■ Dataset entries ■
----

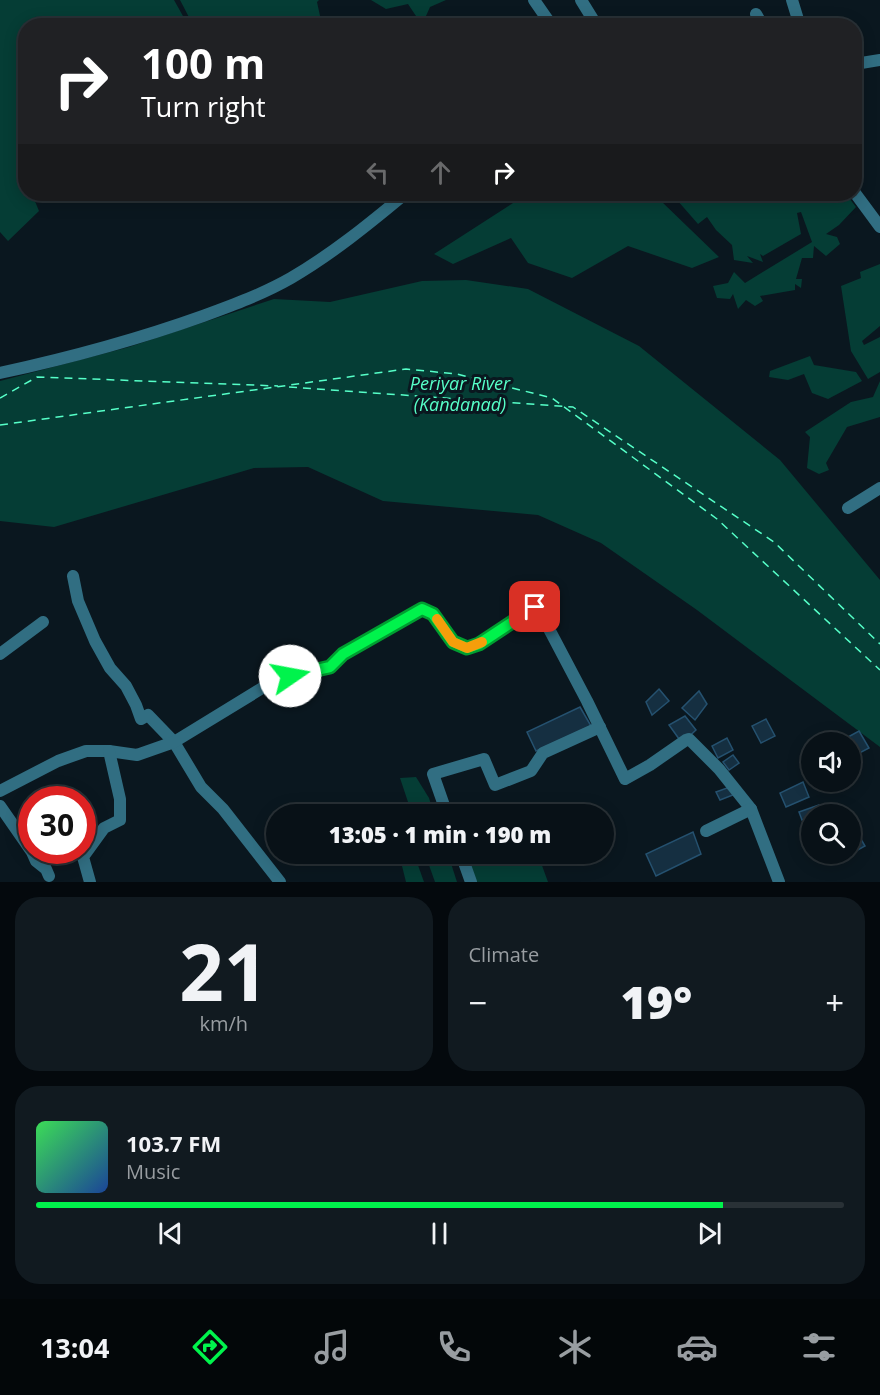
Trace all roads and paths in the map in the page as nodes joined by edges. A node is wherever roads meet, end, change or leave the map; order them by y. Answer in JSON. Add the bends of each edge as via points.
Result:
{"nodes":[{"id":1,"x":534,"y":0,"type":"edge"},
{"id":2,"x":581,"y":0,"type":"edge"},
{"id":3,"x":792,"y":0,"type":"edge"},
{"id":4,"x":756,"y":14,"type":"dead end"},
{"id":5,"x":546,"y":18,"type":"edge"},
{"id":6,"x":592,"y":18,"type":"edge"},
{"id":7,"x":758,"y":18,"type":"edge"},
{"id":8,"x":798,"y":18,"type":"edge"},
{"id":9,"x":880,"y":60,"type":"edge"},
{"id":10,"x":862,"y":63,"type":"edge"},
{"id":11,"x":396,"y":201,"type":"edge"},
{"id":12,"x":861,"y":201,"type":"edge"},
{"id":13,"x":880,"y":227,"type":"edge"},
{"id":14,"x":0,"y":373,"type":"edge"},
{"id":15,"x":880,"y":488,"type":"edge"},
{"id":16,"x":848,"y":508,"type":"dead end"},
{"id":17,"x":73,"y":576,"type":"dead end"},
{"id":18,"x":43,"y":622,"type":"dead end"},
{"id":19,"x":0,"y":654,"type":"edge"},
{"id":20,"x":600,"y":727,"type":"junction"},
{"id":21,"x":174,"y":742,"type":"junction"},
{"id":22,"x":109,"y":751,"type":"junction"},
{"id":23,"x":0,"y":791,"type":"edge"},
{"id":24,"x":444,"y":804,"type":"edge"},
{"id":25,"x":0,"y":806,"type":"edge"},
{"id":26,"x":751,"y":809,"type":"junction"},
{"id":27,"x":706,"y":831,"type":"dead end"},
{"id":28,"x":465,"y":864,"type":"edge"},
{"id":29,"x":49,"y":876,"type":"dead end"},
{"id":30,"x":90,"y":882,"type":"edge"},
{"id":31,"x":280,"y":882,"type":"edge"},
{"id":32,"x":471,"y":882,"type":"edge"},
{"id":33,"x":779,"y":882,"type":"edge"}],
"edges":[{"from":1,"to":5,"type":"street"},
{"from":2,"to":6,"type":"street"},
{"from":3,"to":8,"type":"street"},
{"from":4,"to":7,"type":"street"},
{"from":9,"to":10,"type":"street"},
{"from":11,"to":14,"type":"street","via":[[337,248],[291,278],[244,301],[90,352]]},
{"from":12,"to":13,"type":"street"},
{"from":15,"to":16,"type":"street"},
{"from":17,"to":21,"type":"street","via":[[78,601],[95,641],[126,686],[141,719],[148,715]]},
{"from":18,"to":19,"type":"street"},
{"from":20,"to":21,"type":"street","via":[[535,607],[467,648],[453,642],[433,614],[422,609],[343,654],[330,667],[277,679]]},
{"from":20,"to":24,"type":"street","via":[[543,753],[531,771],[495,785],[484,759],[433,774]]},
{"from":20,"to":26,"type":"street","via":[[625,779],[689,739]]},
{"from":21,"to":22,"type":"street","via":[[137,755]]},
{"from":21,"to":31,"type":"street","via":[[201,787]]},
{"from":22,"to":23,"type":"street","via":[[86,751],[58,761]]},
{"from":22,"to":30,"type":"street","via":[[120,799],[120,820],[104,828],[83,857]]},
{"from":25,"to":29,"type":"street"},
{"from":26,"to":27,"type":"street"},
{"from":26,"to":33,"type":"street"},
{"from":28,"to":32,"type":"street"}]}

----

■ Required work ■
From the entries, copy every line in which the word "junction" occurs.

■ Written response ■
{"id":20,"x":600,"y":727,"type":"junction"},
{"id":21,"x":174,"y":742,"type":"junction"},
{"id":22,"x":109,"y":751,"type":"junction"},
{"id":26,"x":751,"y":809,"type":"junction"},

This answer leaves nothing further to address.